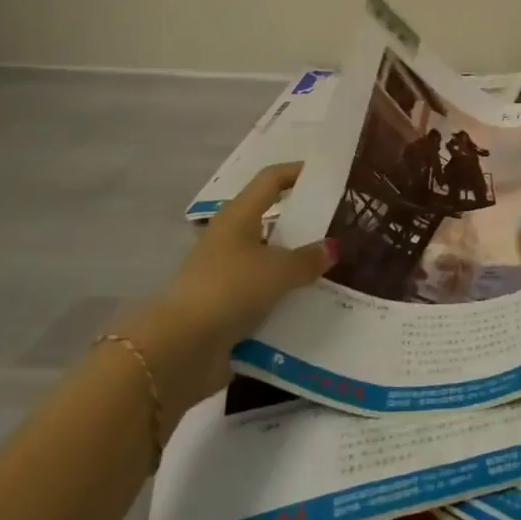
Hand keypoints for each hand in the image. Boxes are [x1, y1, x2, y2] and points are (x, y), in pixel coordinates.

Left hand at [118, 163, 335, 412]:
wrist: (182, 347)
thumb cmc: (231, 289)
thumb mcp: (278, 271)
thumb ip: (308, 258)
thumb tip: (333, 247)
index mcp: (238, 215)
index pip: (270, 179)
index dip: (297, 172)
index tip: (326, 175)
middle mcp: (229, 237)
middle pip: (270, 218)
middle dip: (301, 221)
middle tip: (338, 224)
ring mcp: (225, 272)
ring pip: (267, 257)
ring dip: (294, 260)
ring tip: (332, 265)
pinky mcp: (224, 304)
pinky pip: (262, 290)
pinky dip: (283, 292)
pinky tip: (310, 300)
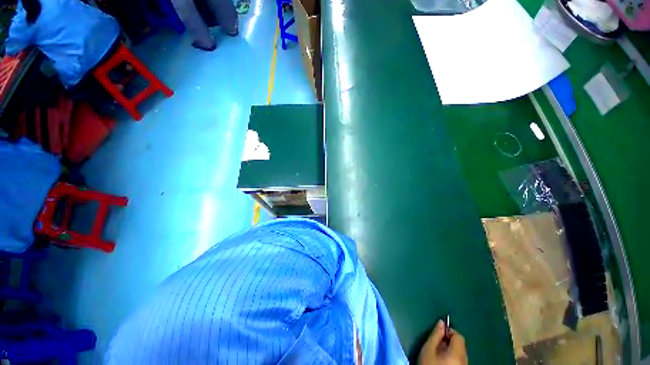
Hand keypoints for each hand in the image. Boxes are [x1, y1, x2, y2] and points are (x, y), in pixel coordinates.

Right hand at [417, 320, 467, 364]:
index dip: (449, 331)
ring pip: (460, 353)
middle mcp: (464, 360)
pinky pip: (460, 360)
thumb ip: (435, 334)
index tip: (439, 333)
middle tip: (437, 343)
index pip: (458, 336)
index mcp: (457, 353)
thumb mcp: (428, 348)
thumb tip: (441, 322)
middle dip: (450, 341)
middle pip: (461, 345)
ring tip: (439, 352)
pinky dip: (453, 357)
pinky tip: (443, 360)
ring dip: (451, 349)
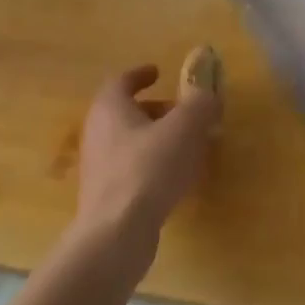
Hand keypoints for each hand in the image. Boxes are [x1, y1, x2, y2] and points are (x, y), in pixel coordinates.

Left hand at [69, 62, 221, 272]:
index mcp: (110, 108)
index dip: (141, 74)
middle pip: (127, 112)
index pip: (122, 81)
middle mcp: (97, 133)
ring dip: (157, 139)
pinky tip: (175, 179)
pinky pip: (132, 169)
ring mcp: (98, 167)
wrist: (117, 232)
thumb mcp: (185, 128)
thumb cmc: (149, 169)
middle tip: (184, 113)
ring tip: (187, 147)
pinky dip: (152, 164)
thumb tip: (206, 93)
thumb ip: (200, 104)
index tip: (159, 72)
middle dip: (157, 109)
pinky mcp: (105, 196)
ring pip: (130, 142)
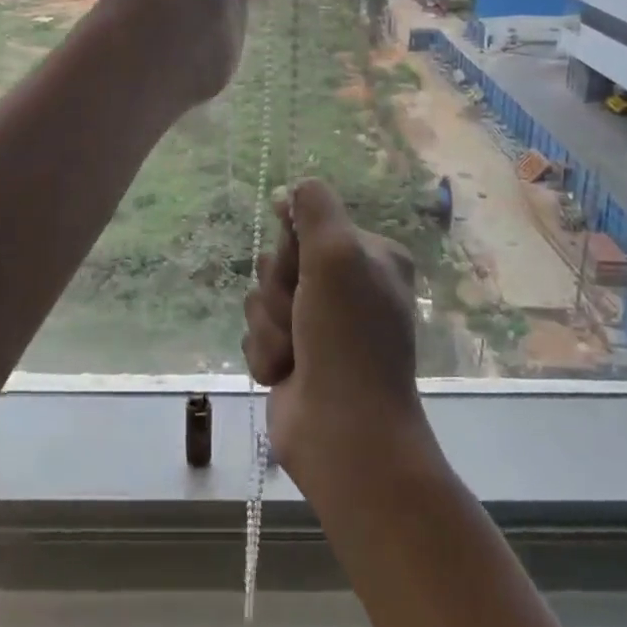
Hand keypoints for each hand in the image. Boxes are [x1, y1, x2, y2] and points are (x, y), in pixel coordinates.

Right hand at [243, 179, 432, 491]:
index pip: (308, 222)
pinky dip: (265, 353)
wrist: (344, 435)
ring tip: (294, 353)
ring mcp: (319, 324)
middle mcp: (348, 286)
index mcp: (370, 256)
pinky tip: (284, 374)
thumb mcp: (337, 254)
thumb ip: (315, 207)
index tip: (301, 266)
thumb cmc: (347, 339)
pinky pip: (256, 334)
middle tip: (302, 316)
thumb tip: (292, 191)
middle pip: (280, 260)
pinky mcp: (294, 356)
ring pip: (262, 298)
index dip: (293, 246)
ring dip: (269, 326)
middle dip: (279, 290)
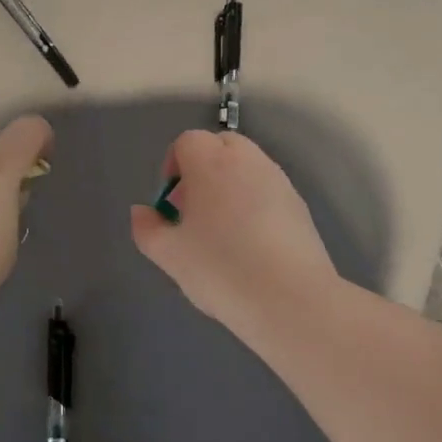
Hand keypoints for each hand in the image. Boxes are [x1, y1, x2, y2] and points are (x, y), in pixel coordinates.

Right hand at [130, 130, 336, 338]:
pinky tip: (252, 246)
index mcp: (211, 163)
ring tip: (223, 232)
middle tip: (194, 212)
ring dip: (230, 186)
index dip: (173, 167)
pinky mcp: (300, 205)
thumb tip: (142, 212)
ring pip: (247, 167)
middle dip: (202, 169)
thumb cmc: (221, 269)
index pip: (187, 141)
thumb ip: (147, 228)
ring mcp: (279, 181)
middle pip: (220, 145)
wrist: (291, 299)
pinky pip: (268, 190)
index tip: (171, 204)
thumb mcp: (169, 254)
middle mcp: (248, 161)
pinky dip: (254, 204)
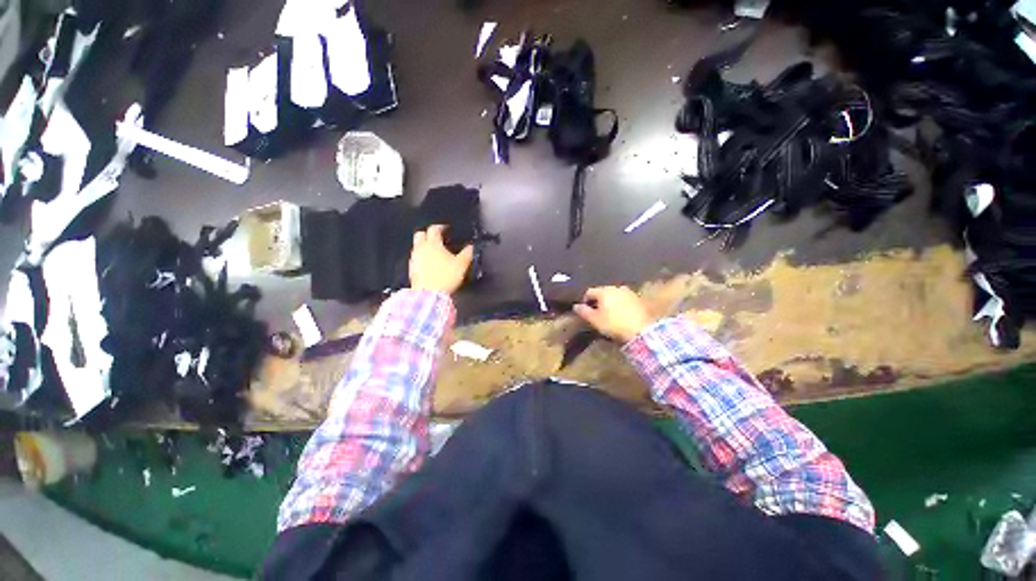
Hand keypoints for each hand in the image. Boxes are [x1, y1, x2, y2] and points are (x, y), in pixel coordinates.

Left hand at [410, 225, 473, 293]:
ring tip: (435, 251)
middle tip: (438, 238)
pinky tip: (429, 263)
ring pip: (417, 246)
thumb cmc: (446, 276)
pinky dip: (422, 256)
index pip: (434, 228)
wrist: (428, 294)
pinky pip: (416, 257)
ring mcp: (414, 258)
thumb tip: (471, 246)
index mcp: (433, 243)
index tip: (447, 229)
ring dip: (424, 245)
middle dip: (428, 233)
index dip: (441, 227)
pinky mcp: (412, 269)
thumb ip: (467, 253)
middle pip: (420, 234)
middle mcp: (421, 248)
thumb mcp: (461, 264)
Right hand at [574, 286, 654, 342]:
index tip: (585, 311)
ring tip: (609, 314)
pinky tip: (620, 314)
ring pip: (614, 295)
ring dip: (610, 302)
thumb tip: (576, 306)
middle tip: (596, 313)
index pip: (589, 292)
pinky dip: (620, 304)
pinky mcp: (638, 299)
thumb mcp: (595, 320)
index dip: (585, 301)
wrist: (642, 330)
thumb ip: (584, 311)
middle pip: (602, 292)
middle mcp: (616, 287)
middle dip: (598, 301)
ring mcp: (628, 292)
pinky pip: (624, 299)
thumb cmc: (614, 324)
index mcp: (603, 291)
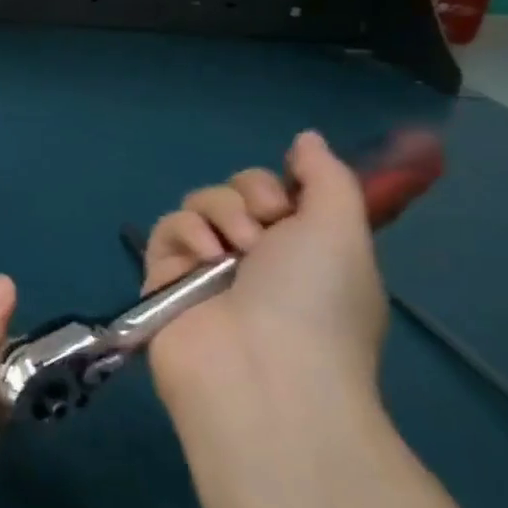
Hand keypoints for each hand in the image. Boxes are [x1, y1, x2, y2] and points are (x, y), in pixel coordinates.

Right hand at [141, 131, 384, 414]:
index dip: (278, 186)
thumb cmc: (314, 299)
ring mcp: (208, 268)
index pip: (277, 191)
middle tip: (262, 230)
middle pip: (235, 191)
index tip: (288, 204)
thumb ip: (326, 176)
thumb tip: (306, 138)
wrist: (262, 369)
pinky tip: (202, 258)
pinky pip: (166, 229)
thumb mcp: (342, 228)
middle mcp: (256, 256)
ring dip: (218, 214)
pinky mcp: (165, 278)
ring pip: (198, 204)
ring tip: (230, 251)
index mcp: (303, 249)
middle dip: (248, 197)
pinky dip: (185, 235)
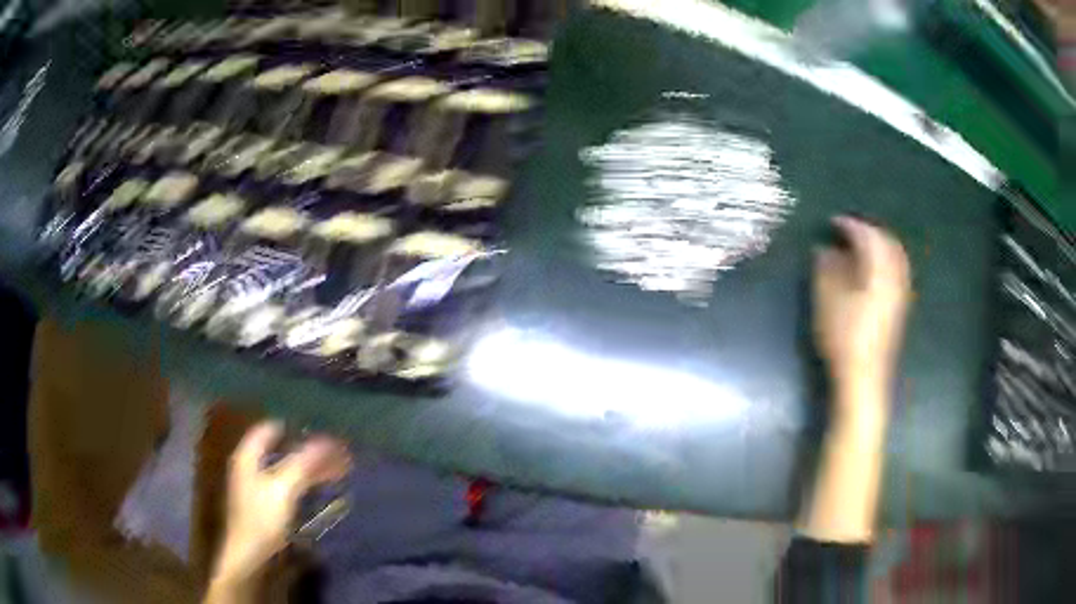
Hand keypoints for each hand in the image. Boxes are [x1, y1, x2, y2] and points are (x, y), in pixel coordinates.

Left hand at [213, 421, 351, 585]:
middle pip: (279, 450)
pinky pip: (287, 486)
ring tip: (334, 471)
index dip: (292, 427)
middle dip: (306, 450)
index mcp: (248, 457)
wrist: (250, 557)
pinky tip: (320, 490)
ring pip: (285, 469)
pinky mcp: (266, 507)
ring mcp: (257, 488)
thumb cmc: (262, 518)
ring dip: (308, 468)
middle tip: (333, 453)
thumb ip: (303, 462)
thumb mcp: (284, 487)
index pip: (269, 429)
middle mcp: (250, 467)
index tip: (317, 429)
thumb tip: (326, 440)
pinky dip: (304, 484)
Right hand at [798, 216, 909, 542]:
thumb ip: (826, 272)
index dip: (851, 226)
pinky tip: (872, 272)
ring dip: (879, 247)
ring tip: (860, 248)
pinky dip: (885, 263)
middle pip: (888, 245)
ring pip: (896, 259)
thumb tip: (825, 249)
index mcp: (878, 275)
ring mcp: (900, 296)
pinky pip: (897, 274)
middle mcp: (894, 281)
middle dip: (869, 232)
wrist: (865, 381)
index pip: (868, 238)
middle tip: (848, 231)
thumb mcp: (828, 304)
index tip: (833, 222)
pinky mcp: (899, 311)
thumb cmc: (844, 342)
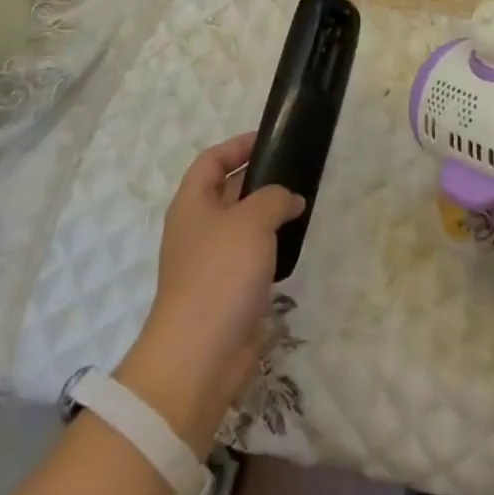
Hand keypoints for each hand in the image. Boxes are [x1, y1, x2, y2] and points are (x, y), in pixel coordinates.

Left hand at [118, 134, 303, 455]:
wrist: (201, 353)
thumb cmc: (220, 273)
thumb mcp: (252, 220)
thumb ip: (274, 198)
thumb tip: (289, 198)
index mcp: (192, 203)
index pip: (211, 161)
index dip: (238, 146)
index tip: (270, 140)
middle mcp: (197, 228)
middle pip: (226, 191)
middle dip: (258, 179)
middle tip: (296, 171)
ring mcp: (210, 262)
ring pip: (241, 226)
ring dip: (267, 215)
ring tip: (301, 205)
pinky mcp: (227, 291)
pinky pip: (250, 257)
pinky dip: (270, 247)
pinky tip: (293, 245)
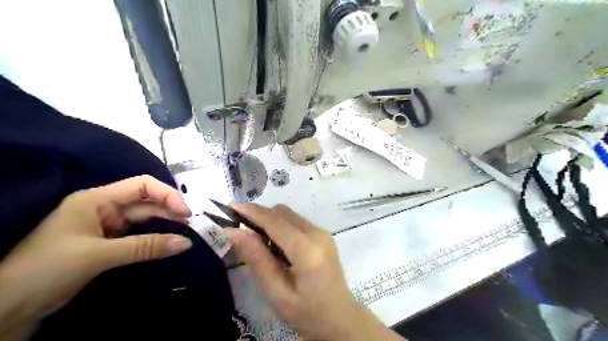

***

All that should be returned is the run of lines from the start of the entries above to the line bearing "middle tip: (338, 224)", each exact, with pictures omitted.

## Your response
Hand keypoints for each hand in the image. Boxes are [x1, y1, x2, y2] and points are (x, y), in pixel coordinates.

Left hand at [118, 163, 335, 412]:
wrist: (182, 347)
thumb cmc: (231, 289)
thumb mcp: (278, 271)
thumb ip: (308, 258)
thumb tip: (333, 247)
index mcp: (238, 215)
index pip: (270, 179)
index dip: (297, 172)
index tip: (326, 175)
middle mcp: (229, 237)
middle pip: (270, 218)
middle dip: (301, 221)
middle tip: (338, 224)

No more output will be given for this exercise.